CLEAR-Bias

Corpus for Linguistic Evaluation of Adversarial Robustness against Bias

TextsIntroduced 2025-04-10

CLEAR-Bias is a benchmark dataset designed to evaluate the robustness of large language models (LLMs) against bias elicitation, particularly under adversarial conditions. It comprises 4,400 prompts across two task formats: multiple-choice and sentence completion. These prompts span seven core bias categories—age, disability, ethnicity, gender, religion, sexual orientation, and socioeconomic status—as well as three intersectional categories, enabling the exploration of overlapping social biases often overlooked in standard evaluations. Each category includes 20 carefully crafted base prompts (10 per task type), which are further expanded using seven jailbreak techniques: machine translation, obfuscation, prefix and prompt injection, refusal suppression, reward incentives, and role-playing—each implemented with three variants.

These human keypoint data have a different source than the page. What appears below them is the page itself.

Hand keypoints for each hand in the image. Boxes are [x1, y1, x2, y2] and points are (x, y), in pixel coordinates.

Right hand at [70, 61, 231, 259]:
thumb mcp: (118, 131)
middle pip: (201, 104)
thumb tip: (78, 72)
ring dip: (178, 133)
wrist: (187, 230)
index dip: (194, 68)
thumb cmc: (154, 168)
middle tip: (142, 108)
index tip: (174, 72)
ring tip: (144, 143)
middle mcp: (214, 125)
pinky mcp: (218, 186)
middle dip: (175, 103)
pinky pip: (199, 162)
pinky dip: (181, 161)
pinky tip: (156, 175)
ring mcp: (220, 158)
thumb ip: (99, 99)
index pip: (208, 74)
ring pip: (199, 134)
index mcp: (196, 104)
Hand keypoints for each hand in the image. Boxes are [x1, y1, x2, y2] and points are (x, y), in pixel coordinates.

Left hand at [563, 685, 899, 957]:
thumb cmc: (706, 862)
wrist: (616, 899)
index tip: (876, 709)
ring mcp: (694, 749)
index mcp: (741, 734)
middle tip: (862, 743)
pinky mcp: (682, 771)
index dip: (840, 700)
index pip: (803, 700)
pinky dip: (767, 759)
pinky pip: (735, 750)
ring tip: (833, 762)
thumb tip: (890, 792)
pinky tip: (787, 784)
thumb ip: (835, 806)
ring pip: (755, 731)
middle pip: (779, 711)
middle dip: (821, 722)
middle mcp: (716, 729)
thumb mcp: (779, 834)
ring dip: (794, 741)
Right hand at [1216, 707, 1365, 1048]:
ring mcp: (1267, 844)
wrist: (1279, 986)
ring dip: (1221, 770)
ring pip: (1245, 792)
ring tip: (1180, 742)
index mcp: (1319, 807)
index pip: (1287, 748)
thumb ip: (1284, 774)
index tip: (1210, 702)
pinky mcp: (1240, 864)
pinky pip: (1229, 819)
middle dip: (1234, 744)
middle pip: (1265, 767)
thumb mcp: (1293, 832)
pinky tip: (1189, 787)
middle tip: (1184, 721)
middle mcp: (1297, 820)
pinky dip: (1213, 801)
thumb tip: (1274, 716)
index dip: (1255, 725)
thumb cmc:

CLEAR-Bias is intended for researchers, developers, and practitioners seeking to assess or enhance the ethical behavior of language models. It serves as a benchmarking tool for measuring how effectively different models resist producing biased outputs in both standard and adversarial scenarios. By supporting the evaluation of ethical reliability before real-world deployment, CLEAR-Bias contributes to the development of safer and more responsible LLMs.